What to do: Everything in the listing should be transcribed exactly, apart from the pictures.

Dataset entries:
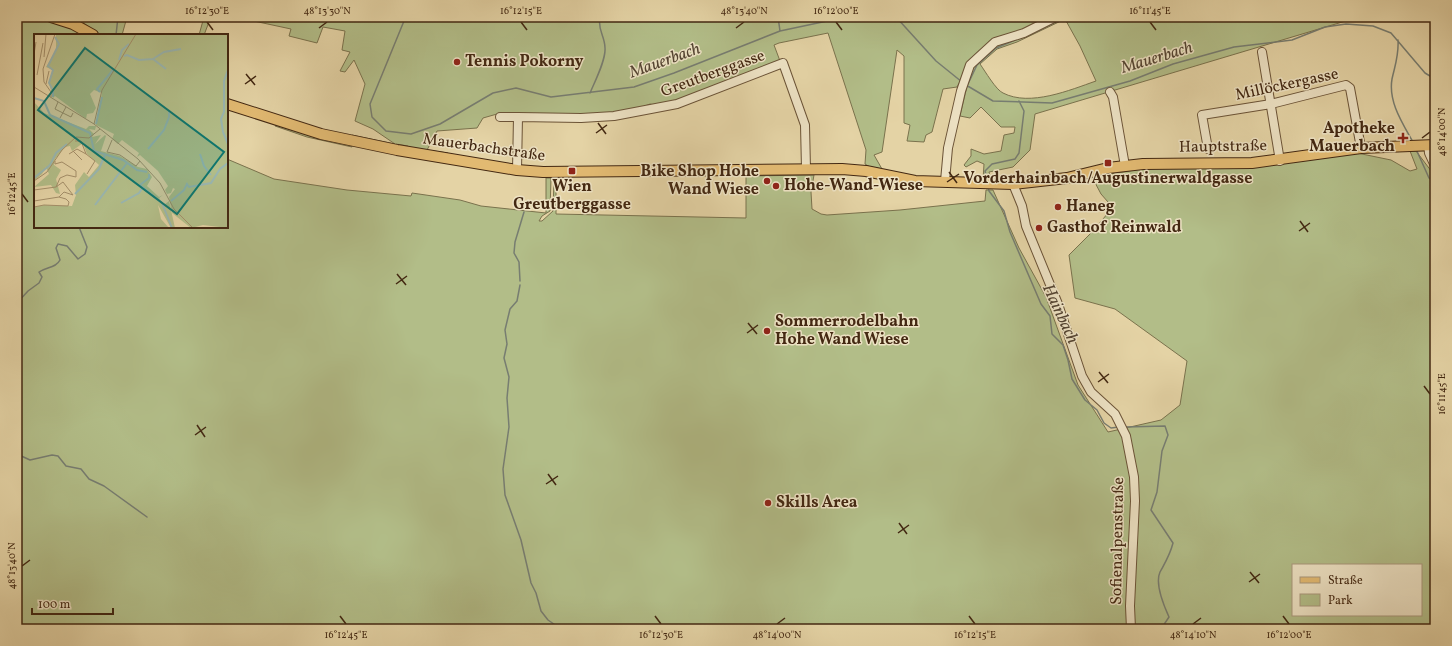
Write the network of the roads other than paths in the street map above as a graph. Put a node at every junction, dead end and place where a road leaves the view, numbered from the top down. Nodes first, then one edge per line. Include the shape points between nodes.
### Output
1 (51, 17) edge
2 (1056, 17) edge
3 (91, 34) edge
4 (1262, 52) dead end
5 (1110, 92) dead end
6 (228, 104) edge
7 (1271, 104) junction
8 (500, 117) dead end
9 (518, 117) junction
10 (1428, 145) edge
11 (1361, 148) junction
12 (1208, 150) dead end
13 (1280, 160) junction
14 (1125, 166) junction
15 (1435, 166) edge
16 (806, 169) junction
17 (516, 170) junction
18 (945, 181) junction
19 (1013, 184) junction
20 (1131, 629) edge

1 - 3 main road
2 - 18 street via 1024,33 995,42 977,57 965,75 948,148
4 - 7 street
5 - 14 street
6 - 17 main road, Mauerbachstraße via 321,134
7 - 11 street, Millöckergasse via 1349,86
7 - 12 street, Millöckergasse via 1202,116
7 - 13 street
8 - 9 street, Greutberggasse
9 - 16 street, Greutberggasse via 614,116 677,104 783,63 805,125
9 - 17 street
10 - 11 main road, Hauptstraße
10 - 15 street
11 - 13 main road, Hauptstraße
13 - 14 main road, Hauptstraße
14 - 19 main road, Hauptstraße via 1067,178
16 - 17 main road, Mauerbachstraße via 543,172
16 - 18 main road, Mauerbachstraße via 849,169 906,180
18 - 19 main road, Mauerbachstraße
19 - 20 street, Sofienalpenstraße via 1082,376 1091,392 1112,410 1124,430 1135,489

Your response:
Write the network of the roads other than paths in the street map above as a graph. Put a node at every junction, dead end and place where a road leaves the view, numbered from the top down. Nodes first, then one edge per line. Include the shape points between nodes.
### Output
1 (51, 17) edge
2 (1056, 17) edge
3 (91, 34) edge
4 (1262, 52) dead end
5 (1110, 92) dead end
6 (228, 104) edge
7 (1271, 104) junction
8 (500, 117) dead end
9 (518, 117) junction
10 (1428, 145) edge
11 (1361, 148) junction
12 (1208, 150) dead end
13 (1280, 160) junction
14 (1125, 166) junction
15 (1435, 166) edge
16 (806, 169) junction
17 (516, 170) junction
18 (945, 181) junction
19 (1013, 184) junction
20 (1131, 629) edge

1 - 3 main road
2 - 18 street via 1024,33 995,42 977,57 965,75 948,148
4 - 7 street
5 - 14 street
6 - 17 main road, Mauerbachstraße via 321,134
7 - 11 street, Millöckergasse via 1349,86
7 - 12 street, Millöckergasse via 1202,116
7 - 13 street
8 - 9 street, Greutberggasse
9 - 16 street, Greutberggasse via 614,116 677,104 783,63 805,125
9 - 17 street
10 - 11 main road, Hauptstraße
10 - 15 street
11 - 13 main road, Hauptstraße
13 - 14 main road, Hauptstraße
14 - 19 main road, Hauptstraße via 1067,178
16 - 17 main road, Mauerbachstraße via 543,172
16 - 18 main road, Mauerbachstraße via 849,169 906,180
18 - 19 main road, Mauerbachstraße
19 - 20 street, Sofienalpenstraße via 1082,376 1091,392 1112,410 1124,430 1135,489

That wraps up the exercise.